Which lines of the data contain the string "down"? Show each of them.

=== Section Start ===

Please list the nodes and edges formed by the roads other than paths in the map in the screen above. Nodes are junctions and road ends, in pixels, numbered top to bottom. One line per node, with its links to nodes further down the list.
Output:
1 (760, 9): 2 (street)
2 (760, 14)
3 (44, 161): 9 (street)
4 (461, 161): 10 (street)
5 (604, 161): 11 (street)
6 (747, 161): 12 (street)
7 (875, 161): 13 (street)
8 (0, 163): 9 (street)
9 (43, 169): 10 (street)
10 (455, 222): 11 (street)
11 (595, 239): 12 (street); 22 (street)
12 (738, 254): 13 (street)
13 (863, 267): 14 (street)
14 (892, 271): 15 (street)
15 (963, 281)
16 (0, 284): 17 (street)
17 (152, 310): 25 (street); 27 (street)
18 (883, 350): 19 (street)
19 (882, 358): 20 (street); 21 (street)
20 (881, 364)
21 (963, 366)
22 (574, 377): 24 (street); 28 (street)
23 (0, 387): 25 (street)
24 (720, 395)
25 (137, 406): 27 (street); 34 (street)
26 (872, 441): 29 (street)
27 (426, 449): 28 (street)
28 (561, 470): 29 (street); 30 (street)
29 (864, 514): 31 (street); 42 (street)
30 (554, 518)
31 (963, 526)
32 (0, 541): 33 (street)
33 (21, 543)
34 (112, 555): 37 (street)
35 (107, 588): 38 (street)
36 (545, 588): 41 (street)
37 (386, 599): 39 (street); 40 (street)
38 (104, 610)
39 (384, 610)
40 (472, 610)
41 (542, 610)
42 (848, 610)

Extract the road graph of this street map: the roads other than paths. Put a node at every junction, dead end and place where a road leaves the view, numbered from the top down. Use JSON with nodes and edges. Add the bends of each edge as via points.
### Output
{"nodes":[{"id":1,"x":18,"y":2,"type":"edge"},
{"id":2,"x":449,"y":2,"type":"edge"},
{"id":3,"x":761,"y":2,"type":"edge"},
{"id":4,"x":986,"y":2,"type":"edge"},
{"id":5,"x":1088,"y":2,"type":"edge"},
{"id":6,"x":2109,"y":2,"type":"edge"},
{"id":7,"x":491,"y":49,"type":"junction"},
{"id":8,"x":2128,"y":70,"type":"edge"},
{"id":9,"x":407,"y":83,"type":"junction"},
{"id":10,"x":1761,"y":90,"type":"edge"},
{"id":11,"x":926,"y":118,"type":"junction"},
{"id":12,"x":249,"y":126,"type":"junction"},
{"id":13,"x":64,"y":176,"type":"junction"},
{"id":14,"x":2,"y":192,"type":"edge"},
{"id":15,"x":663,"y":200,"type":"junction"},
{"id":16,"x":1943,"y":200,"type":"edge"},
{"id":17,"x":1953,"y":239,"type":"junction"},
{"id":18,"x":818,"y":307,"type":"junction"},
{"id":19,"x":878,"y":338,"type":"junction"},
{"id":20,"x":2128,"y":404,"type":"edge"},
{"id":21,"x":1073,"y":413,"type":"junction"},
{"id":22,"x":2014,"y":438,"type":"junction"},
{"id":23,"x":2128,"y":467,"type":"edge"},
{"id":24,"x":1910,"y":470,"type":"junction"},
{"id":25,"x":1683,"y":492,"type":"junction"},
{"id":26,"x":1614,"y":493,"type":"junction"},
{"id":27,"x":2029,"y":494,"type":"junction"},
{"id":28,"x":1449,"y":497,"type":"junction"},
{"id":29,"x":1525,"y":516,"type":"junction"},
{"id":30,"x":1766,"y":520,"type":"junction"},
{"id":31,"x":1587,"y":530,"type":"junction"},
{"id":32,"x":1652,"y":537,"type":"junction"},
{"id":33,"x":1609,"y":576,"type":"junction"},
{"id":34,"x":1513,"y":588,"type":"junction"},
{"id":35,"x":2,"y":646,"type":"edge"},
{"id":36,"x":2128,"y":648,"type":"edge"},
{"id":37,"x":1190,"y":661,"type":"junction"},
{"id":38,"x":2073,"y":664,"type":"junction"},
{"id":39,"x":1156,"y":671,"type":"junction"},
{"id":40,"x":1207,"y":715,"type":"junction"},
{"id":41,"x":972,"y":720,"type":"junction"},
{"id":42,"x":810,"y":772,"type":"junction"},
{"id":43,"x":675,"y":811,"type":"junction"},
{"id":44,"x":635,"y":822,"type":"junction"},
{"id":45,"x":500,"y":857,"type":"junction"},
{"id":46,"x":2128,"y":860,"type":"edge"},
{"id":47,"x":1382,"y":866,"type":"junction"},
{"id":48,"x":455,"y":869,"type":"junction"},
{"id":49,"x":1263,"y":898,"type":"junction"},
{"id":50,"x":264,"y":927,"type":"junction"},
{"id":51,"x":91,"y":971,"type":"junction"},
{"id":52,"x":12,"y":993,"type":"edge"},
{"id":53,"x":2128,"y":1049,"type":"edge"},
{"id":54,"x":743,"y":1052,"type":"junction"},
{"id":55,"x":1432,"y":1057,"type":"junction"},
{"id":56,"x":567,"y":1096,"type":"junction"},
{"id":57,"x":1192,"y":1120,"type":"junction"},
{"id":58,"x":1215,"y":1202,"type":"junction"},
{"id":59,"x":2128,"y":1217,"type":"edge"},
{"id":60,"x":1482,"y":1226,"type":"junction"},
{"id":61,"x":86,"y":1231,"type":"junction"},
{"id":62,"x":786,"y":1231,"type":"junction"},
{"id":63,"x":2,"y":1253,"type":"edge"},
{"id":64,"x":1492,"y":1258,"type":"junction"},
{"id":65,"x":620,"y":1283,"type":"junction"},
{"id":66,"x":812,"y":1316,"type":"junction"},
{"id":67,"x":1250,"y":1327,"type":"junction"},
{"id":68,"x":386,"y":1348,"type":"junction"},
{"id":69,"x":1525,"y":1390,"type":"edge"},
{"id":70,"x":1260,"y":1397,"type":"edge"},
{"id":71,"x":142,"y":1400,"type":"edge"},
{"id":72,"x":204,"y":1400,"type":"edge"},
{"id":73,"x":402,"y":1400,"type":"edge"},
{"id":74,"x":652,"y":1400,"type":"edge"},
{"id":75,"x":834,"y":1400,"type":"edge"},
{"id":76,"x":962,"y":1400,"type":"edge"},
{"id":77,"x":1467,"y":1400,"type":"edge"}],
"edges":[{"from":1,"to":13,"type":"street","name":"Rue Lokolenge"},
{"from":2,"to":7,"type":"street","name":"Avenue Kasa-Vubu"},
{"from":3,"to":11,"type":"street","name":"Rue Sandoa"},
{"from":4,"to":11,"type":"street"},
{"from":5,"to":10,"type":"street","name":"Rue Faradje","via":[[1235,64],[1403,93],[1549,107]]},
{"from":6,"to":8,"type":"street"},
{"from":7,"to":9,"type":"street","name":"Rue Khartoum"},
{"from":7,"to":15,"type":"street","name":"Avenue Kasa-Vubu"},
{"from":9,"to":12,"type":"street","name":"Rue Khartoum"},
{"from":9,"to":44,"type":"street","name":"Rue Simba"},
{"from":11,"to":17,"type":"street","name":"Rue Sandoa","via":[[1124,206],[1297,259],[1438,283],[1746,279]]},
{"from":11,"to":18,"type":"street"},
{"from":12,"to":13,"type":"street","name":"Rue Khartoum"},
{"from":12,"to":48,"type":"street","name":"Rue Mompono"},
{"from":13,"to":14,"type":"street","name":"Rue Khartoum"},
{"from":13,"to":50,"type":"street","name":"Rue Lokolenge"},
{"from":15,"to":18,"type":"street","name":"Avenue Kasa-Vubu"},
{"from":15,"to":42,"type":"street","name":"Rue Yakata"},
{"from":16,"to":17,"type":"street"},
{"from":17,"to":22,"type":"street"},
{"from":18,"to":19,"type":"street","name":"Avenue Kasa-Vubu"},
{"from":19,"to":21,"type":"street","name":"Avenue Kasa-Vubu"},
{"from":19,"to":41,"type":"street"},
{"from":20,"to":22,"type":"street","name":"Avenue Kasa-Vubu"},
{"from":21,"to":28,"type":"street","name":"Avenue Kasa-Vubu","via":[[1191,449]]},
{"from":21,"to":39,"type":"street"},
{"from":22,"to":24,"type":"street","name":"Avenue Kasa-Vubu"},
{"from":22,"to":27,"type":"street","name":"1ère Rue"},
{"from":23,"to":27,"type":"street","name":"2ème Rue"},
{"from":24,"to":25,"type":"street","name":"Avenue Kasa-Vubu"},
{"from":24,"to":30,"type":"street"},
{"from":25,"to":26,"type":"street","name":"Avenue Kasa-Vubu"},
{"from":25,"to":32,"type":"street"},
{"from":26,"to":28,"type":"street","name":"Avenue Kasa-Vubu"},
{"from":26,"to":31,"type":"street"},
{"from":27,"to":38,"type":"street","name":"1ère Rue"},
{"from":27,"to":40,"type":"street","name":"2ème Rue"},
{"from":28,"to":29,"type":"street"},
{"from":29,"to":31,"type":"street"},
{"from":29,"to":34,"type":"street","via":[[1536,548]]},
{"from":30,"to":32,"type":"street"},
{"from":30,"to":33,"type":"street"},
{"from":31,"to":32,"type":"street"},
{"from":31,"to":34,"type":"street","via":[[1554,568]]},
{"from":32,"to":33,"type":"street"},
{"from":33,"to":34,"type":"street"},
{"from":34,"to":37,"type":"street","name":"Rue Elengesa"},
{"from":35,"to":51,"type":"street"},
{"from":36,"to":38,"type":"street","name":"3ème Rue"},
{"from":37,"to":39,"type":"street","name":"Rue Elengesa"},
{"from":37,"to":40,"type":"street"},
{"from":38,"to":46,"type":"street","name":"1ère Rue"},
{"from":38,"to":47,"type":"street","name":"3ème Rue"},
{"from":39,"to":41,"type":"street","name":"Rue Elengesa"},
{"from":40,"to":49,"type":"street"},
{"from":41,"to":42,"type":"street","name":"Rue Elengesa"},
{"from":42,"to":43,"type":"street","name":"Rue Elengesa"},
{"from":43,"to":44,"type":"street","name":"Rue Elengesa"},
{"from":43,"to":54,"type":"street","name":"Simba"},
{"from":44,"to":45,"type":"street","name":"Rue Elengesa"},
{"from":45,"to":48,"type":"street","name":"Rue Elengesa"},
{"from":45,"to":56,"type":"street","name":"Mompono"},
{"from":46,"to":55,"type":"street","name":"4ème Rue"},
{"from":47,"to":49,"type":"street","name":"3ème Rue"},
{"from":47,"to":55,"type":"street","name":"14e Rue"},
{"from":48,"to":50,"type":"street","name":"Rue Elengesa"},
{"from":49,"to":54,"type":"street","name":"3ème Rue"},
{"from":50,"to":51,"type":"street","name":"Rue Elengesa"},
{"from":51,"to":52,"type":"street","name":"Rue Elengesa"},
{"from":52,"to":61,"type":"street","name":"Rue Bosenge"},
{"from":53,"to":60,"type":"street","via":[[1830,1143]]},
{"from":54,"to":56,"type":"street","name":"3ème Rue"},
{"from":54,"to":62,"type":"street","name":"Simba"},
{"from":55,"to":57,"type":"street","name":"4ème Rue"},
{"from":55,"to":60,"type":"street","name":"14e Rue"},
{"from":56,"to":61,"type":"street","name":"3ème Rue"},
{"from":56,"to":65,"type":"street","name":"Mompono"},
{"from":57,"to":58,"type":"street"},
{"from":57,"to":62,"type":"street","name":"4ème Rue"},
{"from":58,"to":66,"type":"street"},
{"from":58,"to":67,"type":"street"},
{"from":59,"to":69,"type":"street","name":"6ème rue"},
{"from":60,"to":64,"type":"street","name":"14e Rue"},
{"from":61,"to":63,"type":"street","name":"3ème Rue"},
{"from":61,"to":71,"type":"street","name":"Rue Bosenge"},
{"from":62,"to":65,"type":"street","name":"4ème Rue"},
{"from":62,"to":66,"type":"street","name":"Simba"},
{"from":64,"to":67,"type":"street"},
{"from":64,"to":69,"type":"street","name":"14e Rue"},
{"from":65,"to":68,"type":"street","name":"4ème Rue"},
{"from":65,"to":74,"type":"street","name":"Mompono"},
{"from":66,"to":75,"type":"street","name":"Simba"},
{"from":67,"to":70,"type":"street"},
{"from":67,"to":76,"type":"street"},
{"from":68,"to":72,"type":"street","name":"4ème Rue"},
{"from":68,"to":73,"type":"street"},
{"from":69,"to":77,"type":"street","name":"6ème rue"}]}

=== Section End ===

**ANSWER AREA**
Please list the nodes and edges formed by the roads other than paths in the map in the screen above. Nodes are junctions and road ends, in pixels, numbered top to bottom. One line per node, with its links to nodes further down the list.
Extract the road graph of this street map: the roads other than paths. Put a node at every junction, dead end and place where a road leaves the view, numbered from the top down. Use JSON with nodes and edges. Add the bends of each edge as via points.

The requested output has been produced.